We created a 1/4 fraction factorial design, which let us look at the effects of five factors. We had to make a trade-off: this design would not let us look at how interactions between our factors affected mushiness, but we could evaluate the main effects in only 8 runs.
The A, B, C, D, and E columns represent our variables. Each -1 represents the low value and each 1 represents the high value for the variable. So the variable settings for our first run (i.e., the first row) would be:
A. Thin casing
B. Bountiful filling
C. Ultra-starchy cheese-potato ratio
D. Sparse butter and onions
E. Super-hot pan
So assume that we followed the settings laid out in the next seven rows, or runs, of the experiment. We cooked (and ate) eight batches of pierogies made under different experimental conditions, and evaluated and recorded the mushiness of each batch. Assume that we asked all family members to sample the pierogies and assess their mushiness on a 100-point scale, and then we averaged the responses to form our final mushiness rating. We record our data in a new column in our Minitab worksheet, giving us something like this:
Now let's look at what we can learn by analyzing the data we collected. (First, a word of caution: my grandmother would have my head if I gave out any real information about her pierogi recipe, so all the settings and results related here are for demonstration purposes only. The data have been falsified. Therefore, we cannot be held responsible if you make and eat 8 batches of pierogies under these experimental conditions!)
To see what our data say, we'll choose Stat > DOE > Factorial > Analyze Factorial Design in Minitab. We enter the name of our data column, "Mushiness," as the response:
We'll also click on the "Graphs" button in this dialog, and ask it to give us a Pareto chart of the factor effects.

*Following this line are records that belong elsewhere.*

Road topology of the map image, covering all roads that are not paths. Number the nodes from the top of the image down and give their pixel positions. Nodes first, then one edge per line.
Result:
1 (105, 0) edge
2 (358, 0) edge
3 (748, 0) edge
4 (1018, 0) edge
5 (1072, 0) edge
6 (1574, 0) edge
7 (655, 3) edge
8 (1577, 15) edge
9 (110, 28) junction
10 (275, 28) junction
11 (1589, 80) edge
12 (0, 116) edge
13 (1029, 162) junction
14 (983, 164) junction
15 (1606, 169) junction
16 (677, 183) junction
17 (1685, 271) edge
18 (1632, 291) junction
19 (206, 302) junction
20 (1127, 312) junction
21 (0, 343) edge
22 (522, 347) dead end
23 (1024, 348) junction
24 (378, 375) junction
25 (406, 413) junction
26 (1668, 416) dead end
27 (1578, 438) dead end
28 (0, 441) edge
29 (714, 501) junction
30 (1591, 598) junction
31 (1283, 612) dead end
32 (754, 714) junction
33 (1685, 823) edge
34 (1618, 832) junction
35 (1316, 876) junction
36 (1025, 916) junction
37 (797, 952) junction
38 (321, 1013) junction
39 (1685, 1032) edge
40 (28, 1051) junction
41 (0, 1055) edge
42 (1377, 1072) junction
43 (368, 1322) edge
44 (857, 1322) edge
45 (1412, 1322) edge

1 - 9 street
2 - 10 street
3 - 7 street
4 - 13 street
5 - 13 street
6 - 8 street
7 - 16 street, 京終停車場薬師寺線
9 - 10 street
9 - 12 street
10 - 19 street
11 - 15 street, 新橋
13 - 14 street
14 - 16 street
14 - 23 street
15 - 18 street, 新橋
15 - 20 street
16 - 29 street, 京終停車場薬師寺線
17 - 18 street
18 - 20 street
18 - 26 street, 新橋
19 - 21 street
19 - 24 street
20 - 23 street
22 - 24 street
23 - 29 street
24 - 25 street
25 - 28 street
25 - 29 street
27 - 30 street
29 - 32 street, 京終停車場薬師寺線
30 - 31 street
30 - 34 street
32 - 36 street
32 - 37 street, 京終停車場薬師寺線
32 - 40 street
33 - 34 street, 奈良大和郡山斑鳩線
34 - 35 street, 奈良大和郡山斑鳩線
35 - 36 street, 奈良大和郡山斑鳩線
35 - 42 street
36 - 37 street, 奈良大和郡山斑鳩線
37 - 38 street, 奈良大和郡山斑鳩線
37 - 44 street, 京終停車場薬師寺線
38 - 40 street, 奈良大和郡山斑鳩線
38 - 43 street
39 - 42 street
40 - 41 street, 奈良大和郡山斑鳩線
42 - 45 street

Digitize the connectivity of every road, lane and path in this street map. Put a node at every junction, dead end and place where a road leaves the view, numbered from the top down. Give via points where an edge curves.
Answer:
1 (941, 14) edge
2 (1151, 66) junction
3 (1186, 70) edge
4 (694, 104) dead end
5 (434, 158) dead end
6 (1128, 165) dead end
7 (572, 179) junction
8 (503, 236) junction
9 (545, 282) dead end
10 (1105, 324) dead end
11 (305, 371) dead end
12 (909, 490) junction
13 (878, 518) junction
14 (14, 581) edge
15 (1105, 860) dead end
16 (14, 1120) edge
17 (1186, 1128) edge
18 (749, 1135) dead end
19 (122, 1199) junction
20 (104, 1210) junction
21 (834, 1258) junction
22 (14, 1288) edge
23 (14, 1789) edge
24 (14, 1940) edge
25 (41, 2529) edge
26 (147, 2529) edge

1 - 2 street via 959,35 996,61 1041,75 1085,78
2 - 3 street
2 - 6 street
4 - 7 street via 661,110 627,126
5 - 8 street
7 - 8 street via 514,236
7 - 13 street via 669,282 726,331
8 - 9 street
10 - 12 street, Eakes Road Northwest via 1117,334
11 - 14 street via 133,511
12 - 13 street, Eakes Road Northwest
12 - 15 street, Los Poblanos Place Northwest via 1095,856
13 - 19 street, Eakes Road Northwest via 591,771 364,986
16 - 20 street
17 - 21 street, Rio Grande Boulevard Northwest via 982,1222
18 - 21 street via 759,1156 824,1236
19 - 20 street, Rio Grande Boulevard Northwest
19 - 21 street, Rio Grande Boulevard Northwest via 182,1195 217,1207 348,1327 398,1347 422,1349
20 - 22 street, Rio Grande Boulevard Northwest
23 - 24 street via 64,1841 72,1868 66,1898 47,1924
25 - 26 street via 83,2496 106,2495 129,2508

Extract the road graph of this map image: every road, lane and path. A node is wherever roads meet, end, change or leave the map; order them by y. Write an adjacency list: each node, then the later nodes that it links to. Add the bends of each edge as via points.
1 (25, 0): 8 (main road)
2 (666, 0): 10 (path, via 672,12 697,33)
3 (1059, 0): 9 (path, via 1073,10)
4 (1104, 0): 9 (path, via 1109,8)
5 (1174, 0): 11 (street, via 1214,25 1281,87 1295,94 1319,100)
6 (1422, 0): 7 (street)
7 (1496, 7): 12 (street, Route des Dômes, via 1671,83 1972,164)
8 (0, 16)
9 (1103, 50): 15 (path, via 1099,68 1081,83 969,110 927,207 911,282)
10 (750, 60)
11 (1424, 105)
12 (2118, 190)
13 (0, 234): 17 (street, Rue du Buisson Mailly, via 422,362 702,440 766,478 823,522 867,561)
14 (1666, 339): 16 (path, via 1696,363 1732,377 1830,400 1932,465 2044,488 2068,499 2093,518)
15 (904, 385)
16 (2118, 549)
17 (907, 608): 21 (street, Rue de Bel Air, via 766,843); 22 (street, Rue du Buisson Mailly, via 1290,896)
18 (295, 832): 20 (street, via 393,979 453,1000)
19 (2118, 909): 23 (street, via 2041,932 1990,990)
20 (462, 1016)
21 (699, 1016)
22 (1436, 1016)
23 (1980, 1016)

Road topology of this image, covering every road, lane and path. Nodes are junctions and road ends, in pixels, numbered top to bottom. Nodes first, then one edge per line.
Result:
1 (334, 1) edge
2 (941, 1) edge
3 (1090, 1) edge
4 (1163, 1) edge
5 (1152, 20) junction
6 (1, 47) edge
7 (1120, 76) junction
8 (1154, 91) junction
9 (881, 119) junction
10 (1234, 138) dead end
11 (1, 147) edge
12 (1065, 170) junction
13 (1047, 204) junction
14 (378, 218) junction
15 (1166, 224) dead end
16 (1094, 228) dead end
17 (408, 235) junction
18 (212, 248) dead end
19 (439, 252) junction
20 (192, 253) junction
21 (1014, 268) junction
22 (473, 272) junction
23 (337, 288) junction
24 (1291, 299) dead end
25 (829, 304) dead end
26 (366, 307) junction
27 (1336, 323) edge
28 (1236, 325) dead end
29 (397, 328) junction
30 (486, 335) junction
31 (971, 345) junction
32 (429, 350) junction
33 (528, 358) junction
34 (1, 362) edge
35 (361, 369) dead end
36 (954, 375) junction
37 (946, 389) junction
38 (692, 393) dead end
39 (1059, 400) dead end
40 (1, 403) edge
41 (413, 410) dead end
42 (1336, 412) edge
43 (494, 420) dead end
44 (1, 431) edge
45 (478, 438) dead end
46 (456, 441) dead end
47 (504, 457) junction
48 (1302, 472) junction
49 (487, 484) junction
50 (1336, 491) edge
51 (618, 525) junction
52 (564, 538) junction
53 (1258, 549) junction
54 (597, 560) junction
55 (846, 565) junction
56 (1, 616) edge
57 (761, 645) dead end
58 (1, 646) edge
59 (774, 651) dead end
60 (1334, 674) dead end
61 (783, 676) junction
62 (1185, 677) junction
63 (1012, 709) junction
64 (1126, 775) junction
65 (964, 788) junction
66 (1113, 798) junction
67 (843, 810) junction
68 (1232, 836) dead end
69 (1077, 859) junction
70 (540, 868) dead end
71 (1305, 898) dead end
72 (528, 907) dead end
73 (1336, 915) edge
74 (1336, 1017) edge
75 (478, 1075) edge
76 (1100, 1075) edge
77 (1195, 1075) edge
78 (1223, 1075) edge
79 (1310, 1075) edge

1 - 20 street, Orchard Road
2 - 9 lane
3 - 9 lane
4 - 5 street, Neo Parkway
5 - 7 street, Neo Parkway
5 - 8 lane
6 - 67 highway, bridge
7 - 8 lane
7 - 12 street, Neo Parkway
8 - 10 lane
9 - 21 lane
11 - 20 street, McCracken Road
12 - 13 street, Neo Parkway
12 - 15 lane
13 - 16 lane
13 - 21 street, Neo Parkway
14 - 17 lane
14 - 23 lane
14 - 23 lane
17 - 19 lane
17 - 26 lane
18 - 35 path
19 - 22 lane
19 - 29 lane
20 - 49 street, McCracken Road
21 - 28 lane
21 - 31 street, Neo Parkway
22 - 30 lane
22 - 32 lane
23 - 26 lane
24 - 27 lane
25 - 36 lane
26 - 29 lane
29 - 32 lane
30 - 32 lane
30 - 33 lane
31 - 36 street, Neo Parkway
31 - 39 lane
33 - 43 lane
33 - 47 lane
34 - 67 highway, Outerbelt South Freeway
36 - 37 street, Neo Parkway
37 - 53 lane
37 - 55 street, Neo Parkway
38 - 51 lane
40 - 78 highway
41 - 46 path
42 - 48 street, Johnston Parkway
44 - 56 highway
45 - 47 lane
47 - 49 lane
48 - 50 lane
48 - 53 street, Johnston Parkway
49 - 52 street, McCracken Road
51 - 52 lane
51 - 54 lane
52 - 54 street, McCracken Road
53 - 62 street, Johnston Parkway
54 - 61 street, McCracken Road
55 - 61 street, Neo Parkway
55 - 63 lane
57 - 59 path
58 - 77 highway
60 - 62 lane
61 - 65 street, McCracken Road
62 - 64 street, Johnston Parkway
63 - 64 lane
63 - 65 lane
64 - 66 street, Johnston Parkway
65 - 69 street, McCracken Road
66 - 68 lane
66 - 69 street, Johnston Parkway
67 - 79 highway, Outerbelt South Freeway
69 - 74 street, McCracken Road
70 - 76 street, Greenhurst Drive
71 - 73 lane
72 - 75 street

When we analyze the data, we get the following graph:
The chart reveals that of the five factors we varied in our eight batches of pierogies, only C (cheese/potato ratio of the filling) and B (amount of filling in the pierogi) had a statistically significant relationship with the mushiness result.
But how can we use this information to adjust our settings so we get pierogies that are less (or more) mushy? Go to Stat > DOE > Factorial > Factorial Plots. Choose "Main Effects Plot" and click "Setup..." to bring up this dialog:
Since B and C were the only significant factors in our experiment, we select those as the factors to include in our plots. Minitab gives us the following:
The graph shows us the relationship between each factor and pierogi mushiness. If we want pierogies that are less mushy, we want to choose the lower amount of filling (B), and the higher cheese-potato ratio (C).
I hope this light-hearted experiment gives you a sense of what a powerful tool Design of Experiments is, and why it's so valuable across industries and professions.
But this simple experiment barely scratches the surface of what can be done with designed experiments in Minitab. For instance, Minitab's Response Optimizer tool can let you fine-tune the settings for several factors simultaneously to get the best settings for a process. That's invaluable in manufacturing, where even minute changes in settings can make a difference in product quality and/or the amount of materials used in the process...but that's a topic for a future blog post!